One other thing. A few years ago Police Officers out of the blue started issuing written warnings about picayune land use violations. Garbage containers too close to the street, lawns not neatly mowed, and RV's with one wheel on the grass in my and other's yards, that sort of thing. 20 or 25 of us went to the next city council meeting and told the city council, the Mayor and the City Manager ,whose idea this all was, that if things were so under control that the Police were being assigned "Hall Monitor" duties, perhaps we should cut the Police budget by 25 or 50 percent, and let some officers go. The city manager told us we were all a bunch of displaced rednecks and if we wanted to live like "White Trash" it was all right with her. Two months later we got a shiny new city manager with some sense. This place ain't Beverly Hills, ya know.

It's nice when you have A: a COP with a working brain and B: a city council who apparently realizes who both votes and pays the bills.

The bailout failed, which ended my thoughts on a new business:

putting up a booth on the DC Mall, selling pre-stretched and oiled hemp rope, each piece sold with direction on tying a proper hangmans noose.

Went out of town to visit some friends this weekend, and was listening to the radio on the way home as the vote counts were being announced. Including commentary on Pelosi looking like she'd bitten into something dairy that'd been left out in the sun. For a week or so. So the trip ended on a high note. I posted a couple of things over the weekend just so I wouldn't forget about them or get too busy on my return, otherwise, screw the internet.

Among other things done, there was a gun show so some of us spent Sunday morning there. And my Favorite Ammo Guy was there, which was very nice. You've probably noticed that not only have prices gone up, but most of the premium hollowpoint ammo is now found in 20-round boxes selling for what you used to buy a box of 50 for. This guy often has Hydra-Shok and Gold Dots in 50-boxes still, for a fair bit less than two of the 20-boxes, and he did. So I'm flush with carry ammo once again.

And now that I'm back, with laundry in the morning and work in the afternoon awaiting, I now return you to my normal bloggage.

Sunday, September 28, 2008

Every time I hear more about the 'agreement' to SAVE US ALL!!!

from financial collapse, I keep seeing a bunch of desperate used-car salesmen trying to keep us from looking under the hood. And when they're this desperate, to not only force a deal but to try to use it to a: discredit McCain and b: puff up Obama, we need to bring out the tasers. As Kim put it,
My boss always said: ”When it comes to money, there’s no decision so urgent that you can’t sleep on it” (or something to that effect).
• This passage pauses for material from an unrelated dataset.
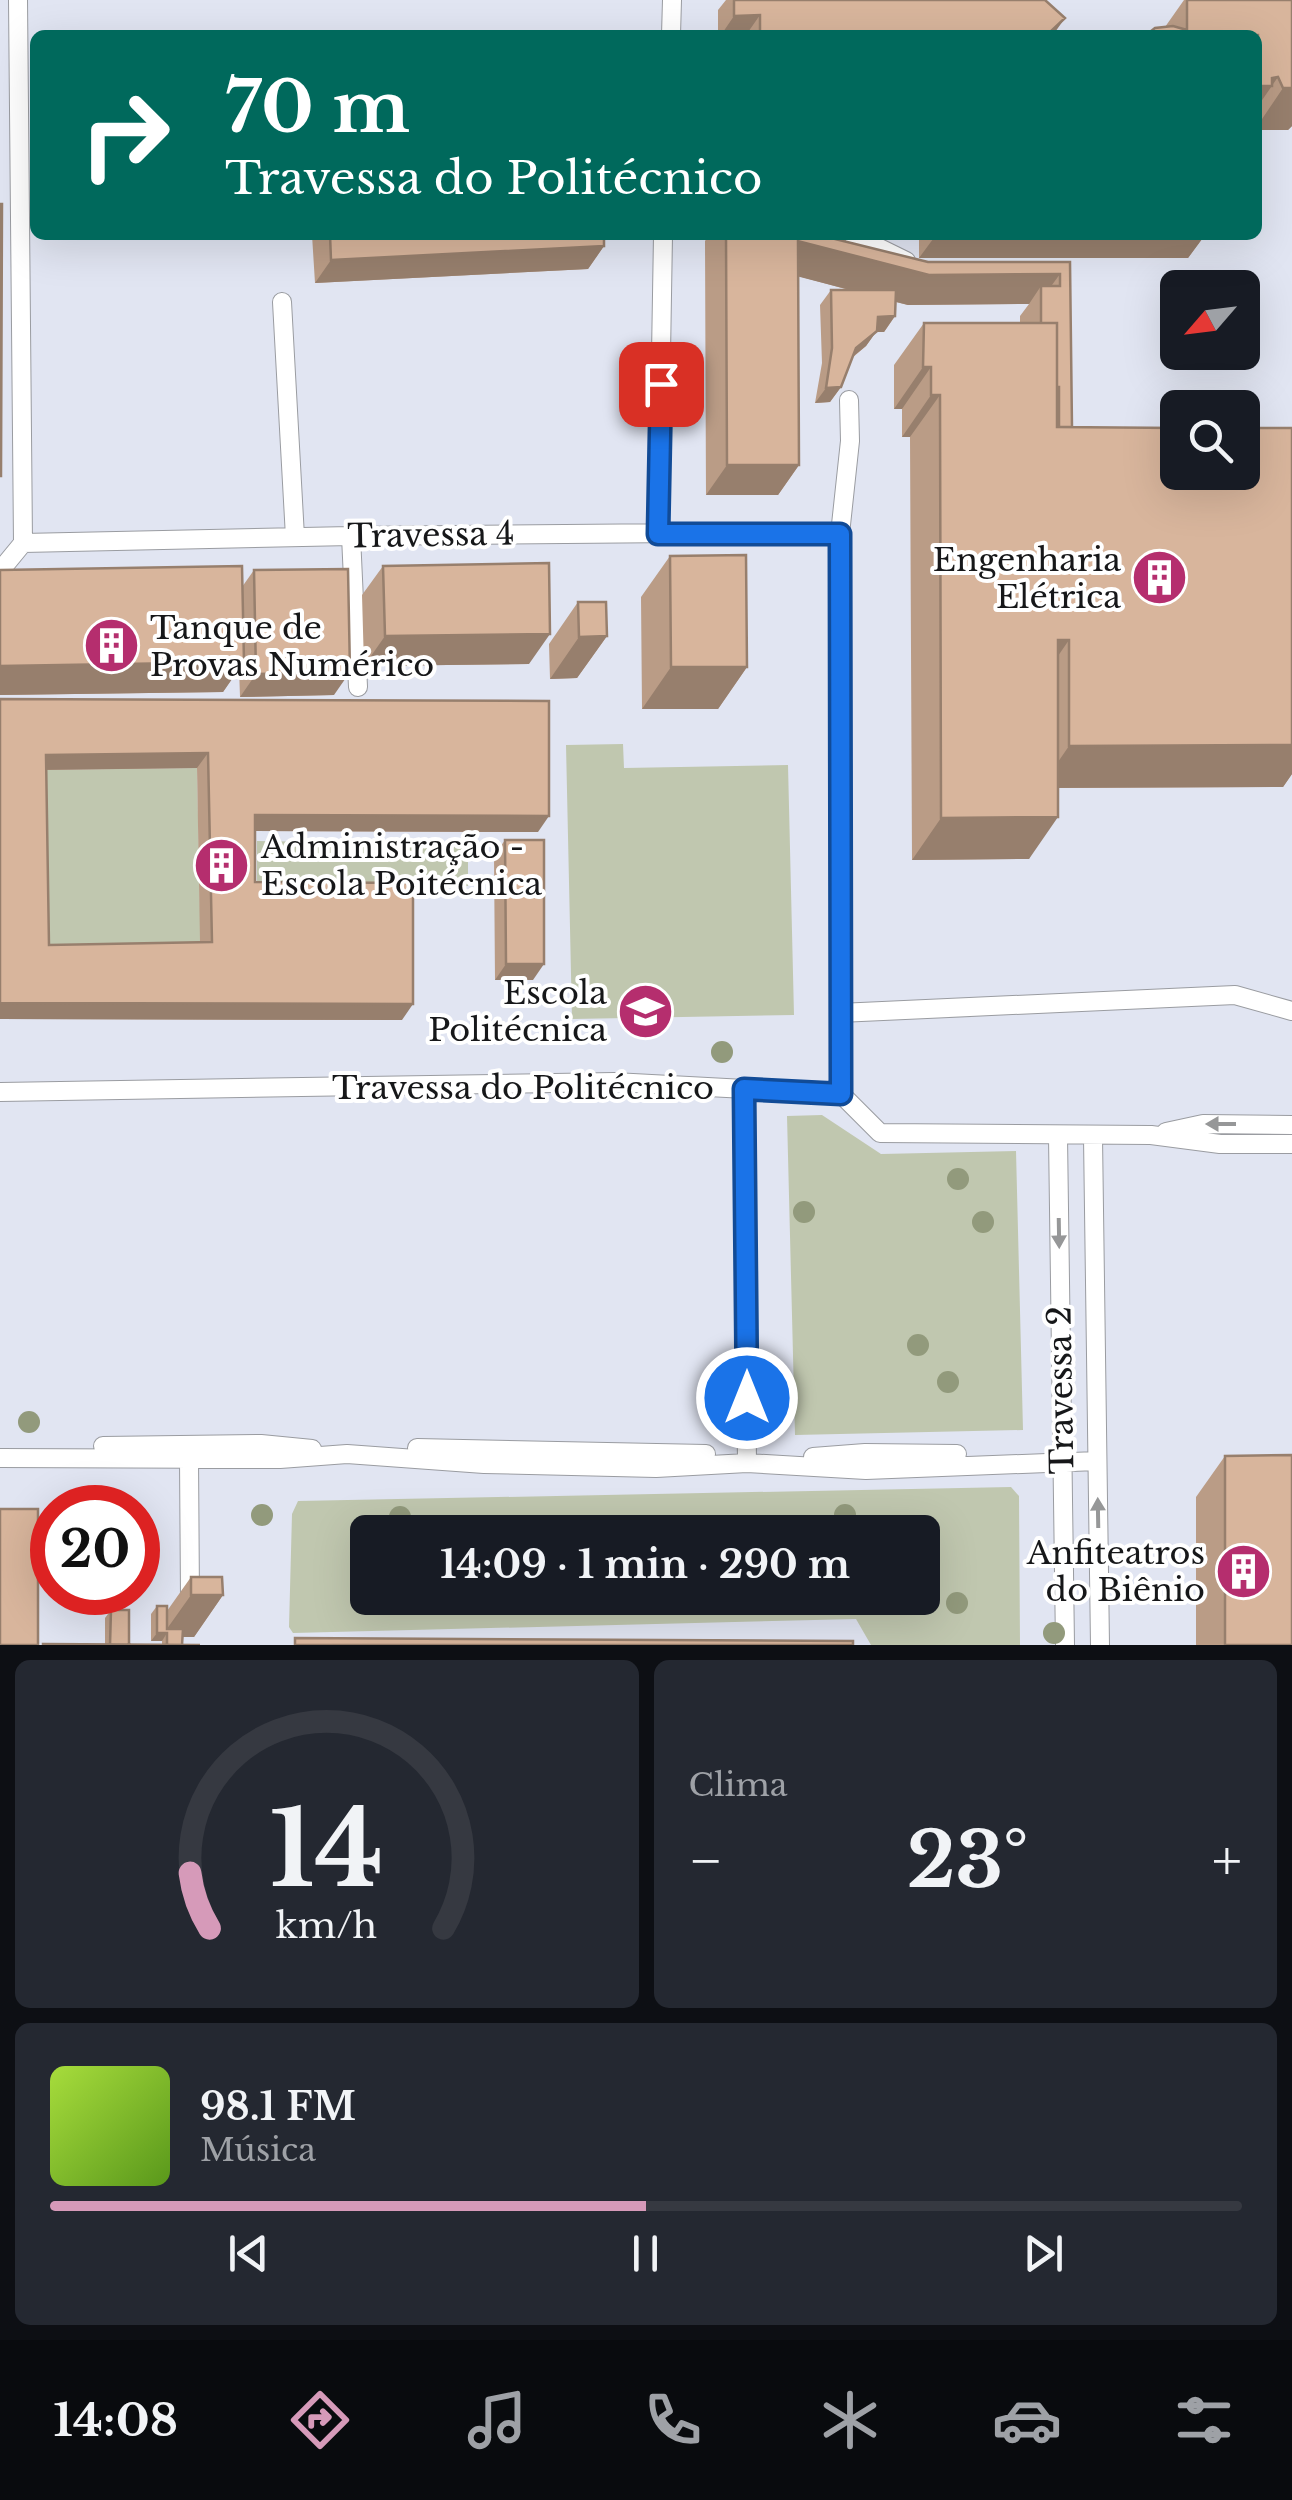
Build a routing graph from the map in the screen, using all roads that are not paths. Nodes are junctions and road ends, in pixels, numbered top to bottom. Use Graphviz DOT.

And while everyone was screaming about the urgency of the $700 billion bailout, the warning bells in my head were deafening me, as I remembered both my boss’s words, and those of H.L. Mencken:
“The whole aim of practical politics is to keep the populace alarmed (and hence clamorous to be led to safety) by menacing it with an endless series of hobgoblins, all of them imaginary.”

Add in the revelations about Dodd(Bought Off- Sleaze) and his earmarks for ACORN and such, and the other crap they're trying to lard on... Hell with tasers, we need ropes.